Die IYSSE-Versammlung ist Teil einer internationalen Veranstaltungsreihe, die schon an renommierten Universitäten auf der ganzen Welt abgehalten wurde, darunter 13 Universitäten in den USA, vier in Australien und Neuseeland, zwei in Sri Lanka, zwei in Kanada und einer in Brasilien. An mehreren Versammlungen haben sich Sprecher aus Russland und der Ukraine beteiligt, um gemeinsam gegen den Krieg Russlands und dessen Eskalation durch die Nato aufzutreten und die Perspektive des internationalen Sozialismus zu diskutieren. Auch in Deutschland haben die IYSSE bereits erfolgreiche Versammlungen an der Humboldt-Universität Berlin und in München durchgeführt.
Vergangenen Donnerstag, wenige Tage vor der für den 12. Mai geplanten Veranstaltung, teilte die Evangelische Studierendengemeinde (ESG) mit, sie lasse die Veranstaltung trotz gültigen Vertrags und gezahlter Miete in ihren Räumen nicht zu. Die IYSSE werden auch rechtlich gegen diesen Akt der Zensur von Kriegsgegnern vorgehen und die Veranstaltung wie geplant abhalten, aber es ist entscheidend, jetzt politisch dagegen vorzugehen. Es darf nicht zugelassen werden, dass kritische Studierende zensiert werden, während die Uni zunehmend in den Dienst des Militarismus gestellt wird.

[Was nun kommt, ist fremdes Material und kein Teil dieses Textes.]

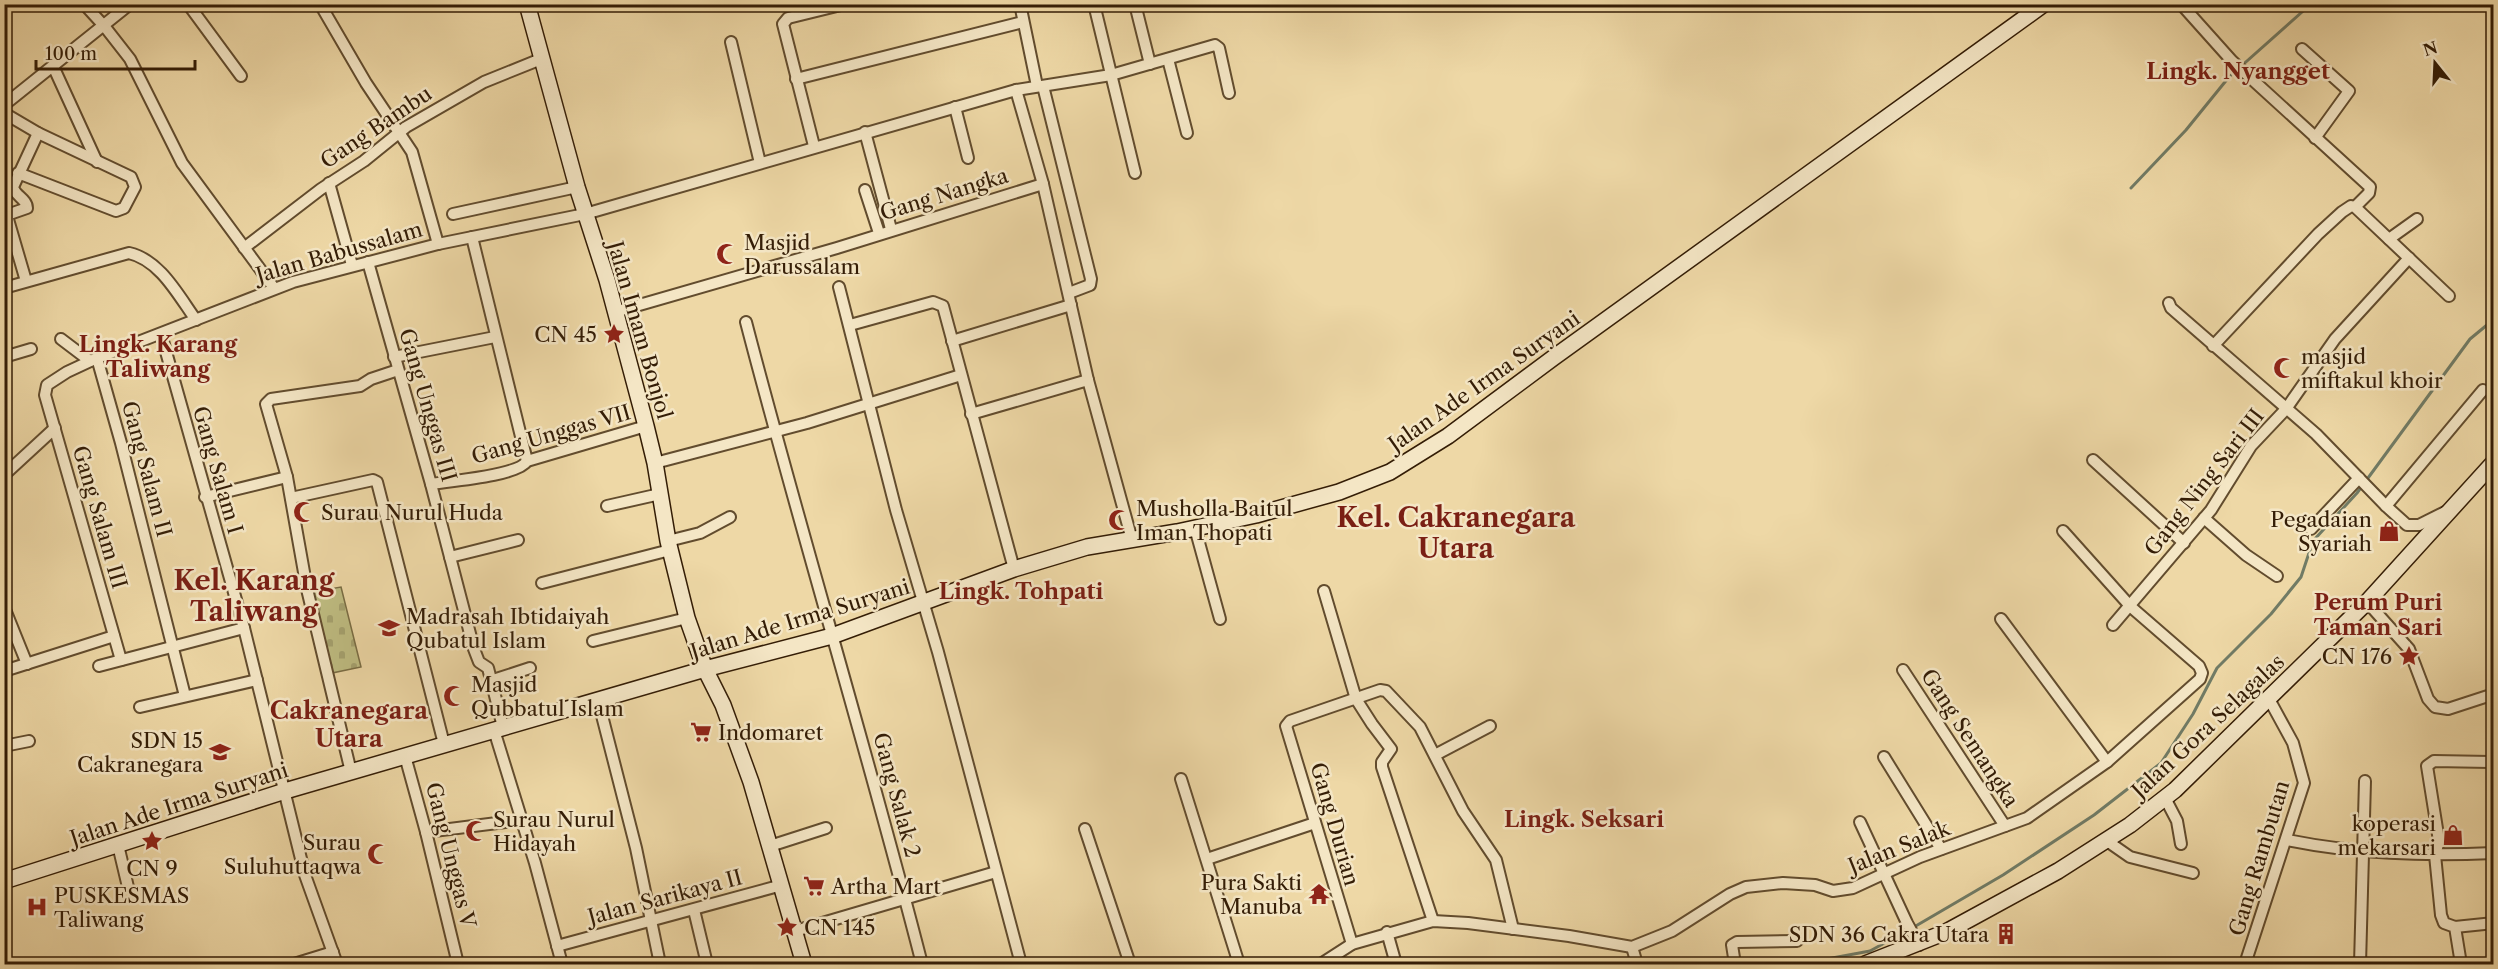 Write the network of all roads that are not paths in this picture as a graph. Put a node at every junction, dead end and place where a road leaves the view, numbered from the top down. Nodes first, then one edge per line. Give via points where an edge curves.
1 (84, 4) edge
2 (130, 4) edge
3 (188, 4) edge
4 (320, 4) edge
5 (527, 4) edge
6 (845, 4) edge
7 (1020, 4) edge
8 (1094, 4) edge
9 (1135, 4) edge
10 (2044, 4) edge
11 (2181, 4) edge
12 (823, 7) edge
13 (1023, 22) junction
14 (105, 27) junction
15 (731, 42) dead end
16 (2302, 49) dead end
17 (542, 59) junction
18 (1167, 59) junction
19 (1150, 64) junction
20 (53, 66) junction
21 (1111, 75) junction
22 (241, 76) dead end
23 (796, 79) junction
24 (1040, 86) junction
25 (1016, 90) junction
26 (1229, 93) dead end
27 (4, 105) edge
28 (956, 107) junction
29 (4, 113) edge
30 (399, 131) junction
31 (865, 132) junction
32 (38, 133) junction
33 (1187, 133) dead end
34 (2315, 138) junction
35 (814, 146) junction
36 (968, 158) dead end
37 (97, 162) junction
38 (760, 164) junction
39 (18, 173) junction
40 (1136, 173) dead end
41 (329, 183) junction
42 (1043, 184) junction
43 (577, 187) junction
44 (865, 190) dead end
45 (2355, 207) junction
46 (453, 214) dead end
47 (585, 214) junction
48 (6, 216) edge
49 (2417, 219) dead end
50 (891, 230) junction
51 (879, 233) junction
52 (472, 237) junction
53 (2389, 239) junction
54 (438, 244) junction
55 (244, 248) junction
56 (2409, 258) junction
57 (368, 262) junction
58 (352, 265) junction
59 (26, 281) junction
60 (839, 287) dead end
61 (4, 288) edge
62 (274, 288) junction
63 (1069, 293) junction
64 (2449, 296) dead end
65 (2169, 303) dead end
66 (1071, 305) junction
67 (615, 312) junction
68 (196, 320) junction
69 (746, 322) dead end
70 (850, 325) junction
71 (161, 334) junction
72 (495, 337) junction
73 (61, 339) dead end
74 (952, 341) junction
75 (2213, 346) junction
76 (31, 349) dead end
77 (4, 357) edge
78 (394, 357) junction
79 (93, 359) junction
80 (398, 370) junction
81 (961, 375) junction
82 (1088, 380) junction
83 (47, 385) joint
84 (2483, 390) dead end
85 (870, 405) junction
86 (2286, 409) junction
87 (971, 414) junction
88 (646, 426) junction
89 (56, 428) junction
90 (774, 431) junction
91 (2093, 460) dead end
92 (526, 461) junction
93 (2493, 462) edge
94 (655, 463) junction
95 (4, 476) edge
96 (287, 477) junction
97 (2359, 478) junction
98 (431, 484) junction
99 (660, 494) junction
100 (206, 496) junction
101 (291, 498) junction
102 (607, 506) dead end
103 (2386, 506) junction
104 (2450, 510) junction
105 (730, 517) dead end
106 (2204, 518) junction
107 (1195, 528) junction
108 (2312, 529) dead end
109 (2063, 531) dead end
110 (518, 540) dead end
111 (1132, 540) junction
112 (2184, 543) junction
113 (669, 545) junction
114 (450, 557) junction
115 (1014, 569) junction
116 (2277, 576) dead end
117 (542, 584) dead end
118 (1324, 591) dead end
119 (2367, 602) junction
120 (924, 604) junction
121 (2131, 606) junction
122 (4, 608) edge
123 (687, 618) junction
124 (1220, 619) dead end
125 (2001, 619) dead end
126 (2114, 625) dead end
127 (244, 628) junction
128 (114, 636) junction
129 (832, 636) junction
130 (593, 642) dead end
131 (174, 646) junction
132 (121, 660) junction
133 (27, 664) junction
134 (99, 666) dead end
135 (530, 668) dead end
136 (705, 669) junction
137 (1903, 670) dead end
138 (4, 671) edge
139 (257, 680) junction
140 (490, 681) junction
141 (2493, 694) edge
142 (185, 696) junction
143 (1356, 699) junction
144 (2269, 699) junction
145 (597, 700) junction
146 (140, 707) dead end
147 (1490, 726) dead end
148 (498, 729) junction
149 (29, 741) dead end
150 (444, 744) junction
151 (4, 746) edge
152 (1436, 755) junction
153 (405, 756) junction
154 (1884, 757) dead end
155 (2107, 762) junction
156 (2490, 762) dead end
157 (351, 772) junction
158 (1181, 779) dead end
159 (2365, 781) dead end
160 (285, 791) junction
161 (2165, 798) junction
162 (521, 819) junction
163 (1860, 822) dead end
164 (1315, 823) junction
165 (2005, 826) junction
166 (825, 828) dead end
167 (1085, 829) dead end
168 (426, 832) junction
169 (2287, 840) junction
170 (2107, 842) junction
171 (2181, 844) dead end
172 (118, 845) junction
173 (770, 846) junction
174 (1941, 849) junction
175 (2364, 853) junction
176 (2493, 853) edge
177 (2435, 855) junction
178 (1207, 859) junction
179 (996, 872) junction
180 (2193, 873) dead end
181 (1885, 875) junction
182 (4, 881) edge
183 (782, 885) junction
184 (128, 887) dead end
185 (906, 901) junction
186 (694, 910) junction
187 (651, 920) junction
188 (1433, 921) junction
189 (2493, 923) edge
190 (2455, 927) junction
191 (1513, 929) junction
192 (795, 932) junction
193 (1387, 932) junction
194 (1916, 939) junction
195 (1797, 941) dead end
196 (1352, 944) junction
197 (557, 946) junction
198 (1632, 947) junction
199 (333, 952) junction
200 (294, 964) edge
201 (337, 964) edge
202 (458, 964) edge
203 (562, 964) edge
204 (660, 964) edge
205 (707, 964) edge
206 (804, 964) edge
207 (922, 964) edge
208 (1021, 964) edge
209 (1130, 964) edge
210 (1239, 964) edge
211 (1321, 964) edge
212 (1396, 964) edge
213 (1636, 964) edge
214 (1735, 964) edge
215 (1865, 964) edge
216 (2245, 964) edge
217 (2360, 964) edge
218 (2461, 964) edge

1 - 14 street
2 - 14 street
3 - 22 street
4 - 30 street
5 - 17 street, Jalan Imam Bonjol
6 - 12 street
7 - 13 street
8 - 21 street
9 - 19 street
10 - 107 street, Jalan Ade Irma Suryani via 1411,461 1366,483 1298,505
11 - 34 street via 2232,61
12 - 23 street via 788,18 783,24
13 - 23 street
13 - 24 street
14 - 20 street
14 - 55 street via 136,69 182,163
15 - 38 street
16 - 34 street via 2349,91
17 - 30 street, Gang Bambu via 484,82
17 - 43 street, Jalan Imam Bonjol
18 - 19 street, Jalan Babussalam
18 - 26 street, Jalan Babussalam via 1217,46
18 - 33 street
19 - 21 street, Jalan Babussalam
20 - 27 street
20 - 37 street
21 - 24 street, Jalan Babussalam
21 - 40 street
23 - 35 street
24 - 25 street, Jalan Babussalam
24 - 63 street via 1091,279 1090,285
25 - 28 street, Jalan Babussalam
25 - 42 street
28 - 31 street, Jalan Babussalam
28 - 36 street
29 - 32 street
30 - 41 street, Gang Bambu via 364,161
30 - 54 street via 416,162
31 - 35 street, Jalan Babussalam
31 - 50 street
32 - 37 street
32 - 39 street
34 - 45 street via 2370,187
35 - 38 street, Jalan Babussalam
37 - 39 street via 133,179 135,187 124,208 116,212
38 - 47 street, Jalan Babussalam
39 - 48 street via 14,191 27,203 27,208
41 - 55 street, Gang Bambu
41 - 58 street
42 - 50 street, Gang Nangka
42 - 63 street
43 - 46 street
43 - 47 street, Jalan Imam Bonjol
44 - 51 street
45 - 53 street
45 - 75 street via 2346,209 2318,234
47 - 52 street, Jalan Babussalam
47 - 67 street, Jalan Imam Bonjol
48 - 59 street
49 - 53 street
50 - 51 street, Gang Nangka
51 - 67 street, Gang Nangka
52 - 54 street, Jalan Babussalam
52 - 72 street
53 - 56 street
54 - 57 street, Jalan Babussalam
55 - 62 street
56 - 64 street
56 - 86 street, Gang Ning Sari III via 2335,339
57 - 58 street, Jalan Babussalam
57 - 78 street, Gang Unggas III
58 - 62 street, Jalan Babussalam
59 - 61 street
59 - 68 street via 121,254 140,256 166,279
60 - 70 street
62 - 68 street, Jalan Babussalam
63 - 66 street
65 - 75 street
66 - 74 street
66 - 82 street
67 - 88 street, Jalan Imam Bonjol
68 - 71 street, Jalan Babussalam
69 - 90 street, Gang Salak 2
70 - 74 street via 937,303 944,308
70 - 85 street
71 - 79 street, Jalan Babussalam
71 - 100 street, Gang Salam I
72 - 78 street
72 - 92 street
73 - 79 street
74 - 81 street
75 - 86 street
76 - 77 street
78 - 80 street, Gang Unggas III
79 - 83 street, Jalan Babussalam
79 - 131 street, Gang Salam II
80 - 96 street via 360,386 271,399 267,407
80 - 98 street, Gang Unggas III
81 - 85 street
81 - 87 street
82 - 87 street
82 - 111 street
83 - 89 street, Gang Salam III via 45,395
84 - 103 street
85 - 90 street
85 - 120 street
86 - 97 street
86 - 106 street, Gang Ning Sari III via 2251,446
87 - 115 street
88 - 92 street, Gang Unggas VII
88 - 94 street, Jalan Imam Bonjol
89 - 95 street
89 - 128 street, Gang Salam III
90 - 94 street
90 - 129 street, Gang Salak 2
91 - 112 street
92 - 98 street, Gang Unggas VII via 523,466 497,474
93 - 104 street, Jalan Gora Selagalas
94 - 99 street, Jalan Imam Bonjol
96 - 100 street
96 - 101 street
97 - 103 street
97 - 108 street
98 - 114 street, Gang Unggas III
99 - 102 street
99 - 113 street, Jalan Imam Bonjol
100 - 127 street, Gang Salam I
101 - 150 street via 376,480
101 - 157 street via 307,589
103 - 104 street via 2413,527
104 - 119 street, Jalan Gora Selagalas
105 - 113 street
106 - 112 street, Gang Ning Sari III
106 - 116 street
107 - 111 street, Jalan Ade Irma Suryani
107 - 124 street
109 - 121 street
110 - 114 street
111 - 115 street, Jalan Ade Irma Suryani via 1087,547
112 - 121 street, Gang Ning Sari III
113 - 117 street
113 - 123 street, Jalan Imam Bonjol
114 - 140 street, Gang Unggas III via 474,649 479,662 488,668
115 - 120 street, Jalan Ade Irma Suryani
118 - 143 street
119 - 141 street via 2409,648 2428,699 2435,707 2448,709
119 - 144 street, Jalan Gora Selagalas
120 - 129 street, Jalan Ade Irma Suryani
120 - 179 street
121 - 126 street, Gang Ning Sari III
121 - 155 street, Jalan Salak via 2199,666 2202,674
122 - 133 street
123 - 130 street
123 - 136 street, Jalan Imam Bonjol
125 - 155 street
127 - 131 street
127 - 139 street, Gang Salam I
128 - 132 street, Gang Salam III
128 - 133 street
129 - 136 street, Jalan Ade Irma Suryani
129 - 185 street, Gang Salak 2
131 - 132 street
131 - 142 street, Gang Salam II
132 - 134 street
133 - 138 street
135 - 140 street
136 - 145 street, Jalan Ade Irma Suryani
136 - 173 street, Jalan Imam Bonjol via 727,714
137 - 165 street, Gang Semangka
139 - 142 street
139 - 160 street, Gang Salam I
140 - 148 street, Gang Unggas III
142 - 146 street
143 - 152 street via 1380,690 1388,693 1420,728
143 - 164 street, Gang Durian via 1286,724
143 - 188 street via 1391,749 1382,767
144 - 161 street, Jalan Gora Selagalas
144 - 169 street, Gang Rambutan via 2293,743 2304,777
145 - 148 street, Jalan Ade Irma Suryani
145 - 187 street
147 - 152 street
148 - 150 street, Jalan Ade Irma Suryani
148 - 162 street, Gang Unggas III
149 - 151 street
150 - 153 street, Jalan Ade Irma Suryani
152 - 191 street via 1462,811 1496,860
153 - 157 street, Jalan Ade Irma Suryani
153 - 168 street, Gang Unggas V
154 - 174 street
155 - 165 street, Jalan Salak via 2027,818
156 - 177 street via 2428,764 2439,841
157 - 160 street, Jalan Ade Irma Suryani
158 - 178 street
159 - 175 street
160 - 172 street, Jalan Ade Irma Suryani
160 - 199 street, Gang Salam I via 305,875
161 - 170 street, Jalan Gora Selagalas
161 - 171 street via 2177,821
162 - 168 street
162 - 197 street, Gang Unggas III
163 - 181 street
164 - 178 street
164 - 196 street, Gang Durian
165 - 174 street, Jalan Salak
166 - 173 street
167 - 209 street
168 - 202 street, Gang Unggas V
169 - 175 street
169 - 216 street, Gang Rambutan
170 - 180 street via 2130,857
170 - 194 street, Jalan Gora Selagalas via 1967,922
172 - 182 street, Jalan Ade Irma Suryani
172 - 184 street
173 - 183 street, Jalan Imam Bonjol
174 - 181 street, Jalan Salak
175 - 177 street
175 - 217 street
176 - 177 street
177 - 190 street via 2441,915 2444,923
178 - 210 street
179 - 185 street
179 - 208 street
181 - 194 street
181 - 198 street, Jalan Salak via 1841,890 1794,883 1746,888 1672,931
183 - 186 street, Jalan Sarikaya II
183 - 192 street, Jalan Imam Bonjol
185 - 192 street
185 - 207 street, Gang Salak 2
186 - 187 street, Jalan Sarikaya II
186 - 205 street
187 - 197 street, Jalan Sarikaya II
187 - 204 street
188 - 191 street
188 - 193 street
189 - 190 street
190 - 218 street
191 - 198 street
192 - 206 street, Jalan Imam Bonjol
193 - 196 street
193 - 212 street
194 - 215 street, Jalan Gora Selagalas
195 - 214 street via 1737,942 1732,945
196 - 211 street
197 - 203 street, Gang Unggas III
198 - 213 street
199 - 200 street
199 - 201 street, Gang Salam I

Die Gründe, die die ESG anführt, um einen gültigen Vertrag für nichtig zu erklären, zeigen, dass es sich um eine plumpe Form der Zensur handelt. Die kirchliche Einrichtung will verhindern, dass die akute Gefahr eines nuklearen Weltkriegs und die tieferen Ursachen des Ukraine-Kriegs an der Universität kritisch diskutiert werden. Das richtet sich nicht nur gegen die IYSSE, sondern gegen alle kritischen Studierenden und Kriegsgegner.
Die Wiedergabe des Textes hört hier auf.